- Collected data
++++++++++++++++++++

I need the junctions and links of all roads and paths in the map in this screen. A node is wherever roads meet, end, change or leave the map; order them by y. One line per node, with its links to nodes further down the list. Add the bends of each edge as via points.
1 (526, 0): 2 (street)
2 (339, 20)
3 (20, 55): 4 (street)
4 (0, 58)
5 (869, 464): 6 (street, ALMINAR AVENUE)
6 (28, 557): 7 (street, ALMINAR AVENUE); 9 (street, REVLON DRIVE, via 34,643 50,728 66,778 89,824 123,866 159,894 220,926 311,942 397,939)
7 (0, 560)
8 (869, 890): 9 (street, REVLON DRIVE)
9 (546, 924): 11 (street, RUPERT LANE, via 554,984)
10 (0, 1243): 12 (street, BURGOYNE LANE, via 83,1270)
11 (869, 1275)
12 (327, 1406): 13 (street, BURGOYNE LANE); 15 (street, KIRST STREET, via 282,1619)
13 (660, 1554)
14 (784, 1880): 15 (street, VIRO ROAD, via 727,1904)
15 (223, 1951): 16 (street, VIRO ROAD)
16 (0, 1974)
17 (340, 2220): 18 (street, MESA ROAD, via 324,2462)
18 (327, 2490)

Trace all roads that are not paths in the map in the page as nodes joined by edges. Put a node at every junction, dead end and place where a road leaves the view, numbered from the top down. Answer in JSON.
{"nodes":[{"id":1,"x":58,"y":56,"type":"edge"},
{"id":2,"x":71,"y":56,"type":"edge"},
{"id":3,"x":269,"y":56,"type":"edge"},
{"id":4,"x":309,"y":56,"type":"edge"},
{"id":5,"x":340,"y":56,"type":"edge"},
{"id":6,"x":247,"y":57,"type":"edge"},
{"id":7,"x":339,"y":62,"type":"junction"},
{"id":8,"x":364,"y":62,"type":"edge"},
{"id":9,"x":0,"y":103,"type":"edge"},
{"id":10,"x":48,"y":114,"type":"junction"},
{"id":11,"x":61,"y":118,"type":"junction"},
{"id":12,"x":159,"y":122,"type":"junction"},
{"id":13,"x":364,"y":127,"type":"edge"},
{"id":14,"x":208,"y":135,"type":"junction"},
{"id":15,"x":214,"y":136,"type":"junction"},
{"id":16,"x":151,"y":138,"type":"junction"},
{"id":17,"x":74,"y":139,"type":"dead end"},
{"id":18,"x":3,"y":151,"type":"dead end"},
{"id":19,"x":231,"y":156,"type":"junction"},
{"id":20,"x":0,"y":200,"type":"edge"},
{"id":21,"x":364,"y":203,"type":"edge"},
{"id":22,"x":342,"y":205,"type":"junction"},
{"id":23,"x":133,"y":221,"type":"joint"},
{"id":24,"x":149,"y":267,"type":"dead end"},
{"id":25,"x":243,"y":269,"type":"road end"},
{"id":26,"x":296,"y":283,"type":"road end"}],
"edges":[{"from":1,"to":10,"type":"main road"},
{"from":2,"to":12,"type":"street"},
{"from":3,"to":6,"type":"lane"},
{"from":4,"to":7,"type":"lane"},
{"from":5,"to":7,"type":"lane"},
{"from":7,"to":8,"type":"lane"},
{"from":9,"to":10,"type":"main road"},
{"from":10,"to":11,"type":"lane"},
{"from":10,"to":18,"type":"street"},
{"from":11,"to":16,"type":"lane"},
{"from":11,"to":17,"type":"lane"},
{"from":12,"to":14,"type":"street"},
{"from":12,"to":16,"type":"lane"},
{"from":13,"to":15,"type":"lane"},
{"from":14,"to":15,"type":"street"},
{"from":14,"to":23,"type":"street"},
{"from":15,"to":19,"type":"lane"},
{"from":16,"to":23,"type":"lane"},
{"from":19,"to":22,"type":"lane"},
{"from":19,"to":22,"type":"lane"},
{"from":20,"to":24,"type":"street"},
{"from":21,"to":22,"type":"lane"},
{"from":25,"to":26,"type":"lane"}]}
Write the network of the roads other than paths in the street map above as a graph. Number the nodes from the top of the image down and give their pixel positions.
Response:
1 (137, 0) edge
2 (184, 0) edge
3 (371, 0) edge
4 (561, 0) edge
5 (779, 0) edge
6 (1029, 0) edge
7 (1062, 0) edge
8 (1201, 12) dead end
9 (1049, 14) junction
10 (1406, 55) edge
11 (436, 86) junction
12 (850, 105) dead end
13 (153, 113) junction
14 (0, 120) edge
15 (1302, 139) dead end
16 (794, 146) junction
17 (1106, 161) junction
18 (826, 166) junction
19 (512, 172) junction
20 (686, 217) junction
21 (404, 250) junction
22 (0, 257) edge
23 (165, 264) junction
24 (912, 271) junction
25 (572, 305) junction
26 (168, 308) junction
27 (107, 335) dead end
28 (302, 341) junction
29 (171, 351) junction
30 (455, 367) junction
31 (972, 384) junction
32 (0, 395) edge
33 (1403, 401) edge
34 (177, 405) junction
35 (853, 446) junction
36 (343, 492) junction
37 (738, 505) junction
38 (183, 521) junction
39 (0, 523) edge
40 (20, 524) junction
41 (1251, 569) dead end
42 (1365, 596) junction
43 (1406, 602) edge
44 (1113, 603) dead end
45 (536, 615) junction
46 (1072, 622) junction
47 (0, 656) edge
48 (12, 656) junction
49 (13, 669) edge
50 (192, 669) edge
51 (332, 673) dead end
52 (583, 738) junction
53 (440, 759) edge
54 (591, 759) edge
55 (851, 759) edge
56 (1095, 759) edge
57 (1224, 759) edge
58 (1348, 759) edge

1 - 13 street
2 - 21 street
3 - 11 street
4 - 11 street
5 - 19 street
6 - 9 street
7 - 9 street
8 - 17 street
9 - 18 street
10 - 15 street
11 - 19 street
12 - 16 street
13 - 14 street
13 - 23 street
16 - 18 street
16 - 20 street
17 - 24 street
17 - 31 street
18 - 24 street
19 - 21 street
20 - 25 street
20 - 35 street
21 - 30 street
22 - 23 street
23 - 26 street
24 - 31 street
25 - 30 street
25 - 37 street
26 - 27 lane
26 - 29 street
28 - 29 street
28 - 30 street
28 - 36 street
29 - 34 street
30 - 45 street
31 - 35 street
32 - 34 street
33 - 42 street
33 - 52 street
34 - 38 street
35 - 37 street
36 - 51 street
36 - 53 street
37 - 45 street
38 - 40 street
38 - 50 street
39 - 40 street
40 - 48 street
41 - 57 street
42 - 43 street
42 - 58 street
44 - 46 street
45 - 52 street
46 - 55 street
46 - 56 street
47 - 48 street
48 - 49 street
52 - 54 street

++++++++++++++++++++

For the word "VIRO", show every line of the entries that holds it.

- Answer area
14 (784, 1880): 15 (street, VIRO ROAD, via 727,1904)
15 (223, 1951): 16 (street, VIRO ROAD)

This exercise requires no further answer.